First of surprise billing ban rules mum on arbitration details

By | July 6, 2021

Dive Brief:

  • The Biden administration on Thursday issued a highly anticipated regulation codifying surprise billing legislation passed last year, thought to be one of the most significant consumer protections in healthcare in a decade.
  • The interim final rule, issued through HHS, the Labor and Treasury departments and the Office of Personnel Management, bans surprise out-of-network and balance billing beginning in 2022 for people in employer-sponsored or individual marketplace plans.
  • Notably, the rule does not set a “fair price,” or a baseline for arbiters to consider in determining how much a provider should be reimbursed for out-of-network services. HHS officials said on Thursday it was the first of several regulations to be issued this year implementing the requirements of the law.

Dive Insight:

Surprise billing occurs when a patient inadvertently receives out-of-network medical care at an in-network facility. The practice can result in extremely expensive unexpected bills that can be financially devastating for American: Two-thirds of all bankruptcies filed in the U.S. are tied to medical expenses.
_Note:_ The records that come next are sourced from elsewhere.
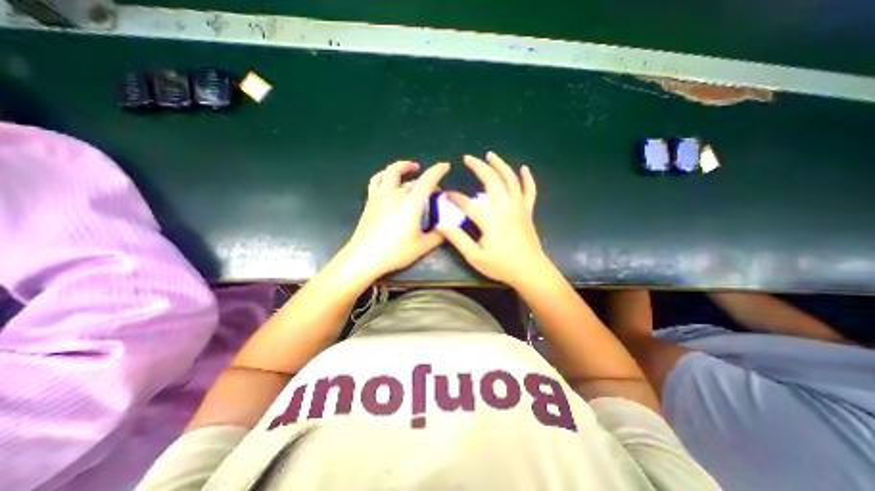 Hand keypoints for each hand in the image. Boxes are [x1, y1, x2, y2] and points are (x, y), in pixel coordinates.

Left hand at [341, 161, 449, 280]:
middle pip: (413, 180)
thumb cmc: (395, 252)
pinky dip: (385, 174)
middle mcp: (395, 194)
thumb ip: (438, 236)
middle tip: (433, 190)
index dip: (438, 170)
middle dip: (426, 180)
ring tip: (411, 167)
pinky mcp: (370, 200)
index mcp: (411, 203)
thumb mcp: (422, 246)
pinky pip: (376, 180)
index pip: (427, 180)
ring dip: (403, 166)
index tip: (445, 166)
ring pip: (391, 172)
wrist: (365, 257)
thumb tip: (448, 229)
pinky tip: (388, 178)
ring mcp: (380, 195)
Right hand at [438, 151, 545, 284]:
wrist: (530, 271)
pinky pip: (530, 190)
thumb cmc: (501, 266)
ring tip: (490, 155)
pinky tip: (524, 168)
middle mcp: (504, 207)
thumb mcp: (475, 256)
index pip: (467, 202)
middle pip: (491, 180)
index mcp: (489, 219)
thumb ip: (458, 239)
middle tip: (467, 158)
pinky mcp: (527, 211)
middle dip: (479, 166)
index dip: (454, 197)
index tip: (445, 195)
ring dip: (500, 165)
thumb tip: (440, 225)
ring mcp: (518, 207)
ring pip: (510, 179)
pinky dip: (527, 178) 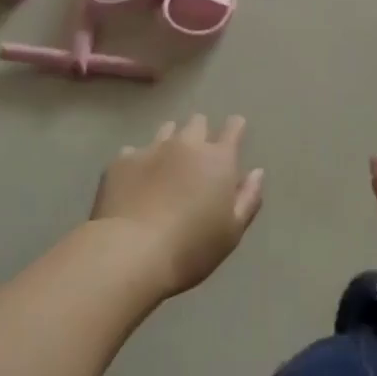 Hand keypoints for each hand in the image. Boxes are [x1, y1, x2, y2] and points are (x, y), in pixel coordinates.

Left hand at [92, 116, 264, 298]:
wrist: (130, 253)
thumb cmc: (191, 248)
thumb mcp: (231, 232)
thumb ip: (248, 198)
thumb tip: (256, 172)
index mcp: (218, 159)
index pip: (234, 128)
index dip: (235, 128)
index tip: (234, 134)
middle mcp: (186, 144)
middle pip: (198, 122)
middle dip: (201, 133)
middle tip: (197, 158)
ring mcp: (151, 148)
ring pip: (166, 130)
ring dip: (171, 142)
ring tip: (166, 165)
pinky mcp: (121, 160)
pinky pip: (134, 151)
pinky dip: (139, 162)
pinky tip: (135, 183) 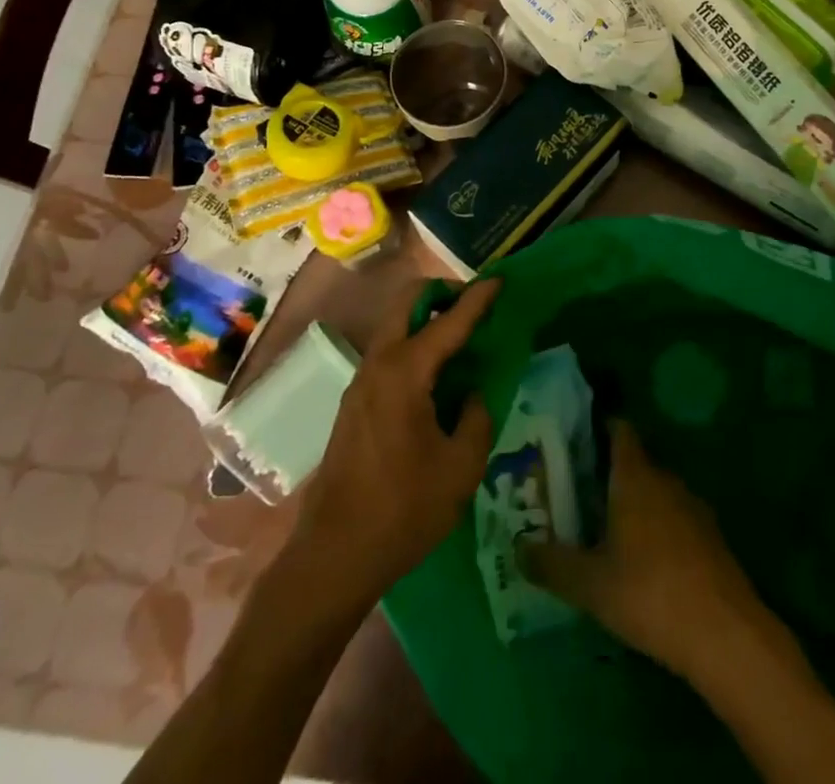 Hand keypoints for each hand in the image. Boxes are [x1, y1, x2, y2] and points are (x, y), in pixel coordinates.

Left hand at [290, 278, 497, 609]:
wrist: (335, 554)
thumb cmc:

And it’s is unfortunately a common occurrance. Research has found that among large group health plan enrollees, one in five emergency room visits and one in six admissions to an in-network hospital led to a surprise medical bill.

Despite heavy industry lobbying from hospitals and insurers, Congress was able to pass bipartisan legislation barring this practice in December, viewed as the most significant consumer protection in healthcare since the Affordable Care Act.

The No Surprises Act prohibits surprise out-of-network billing beginning in 2022. The legislation requires plans to apply in-network cost sharing to surprise medical bills and prohibits out-of-network providers from balance billing patients for the unexpected costs. It resolves any disputes between payers and providers over out-of-network bills via third-party arbitration, a method preferred by providers.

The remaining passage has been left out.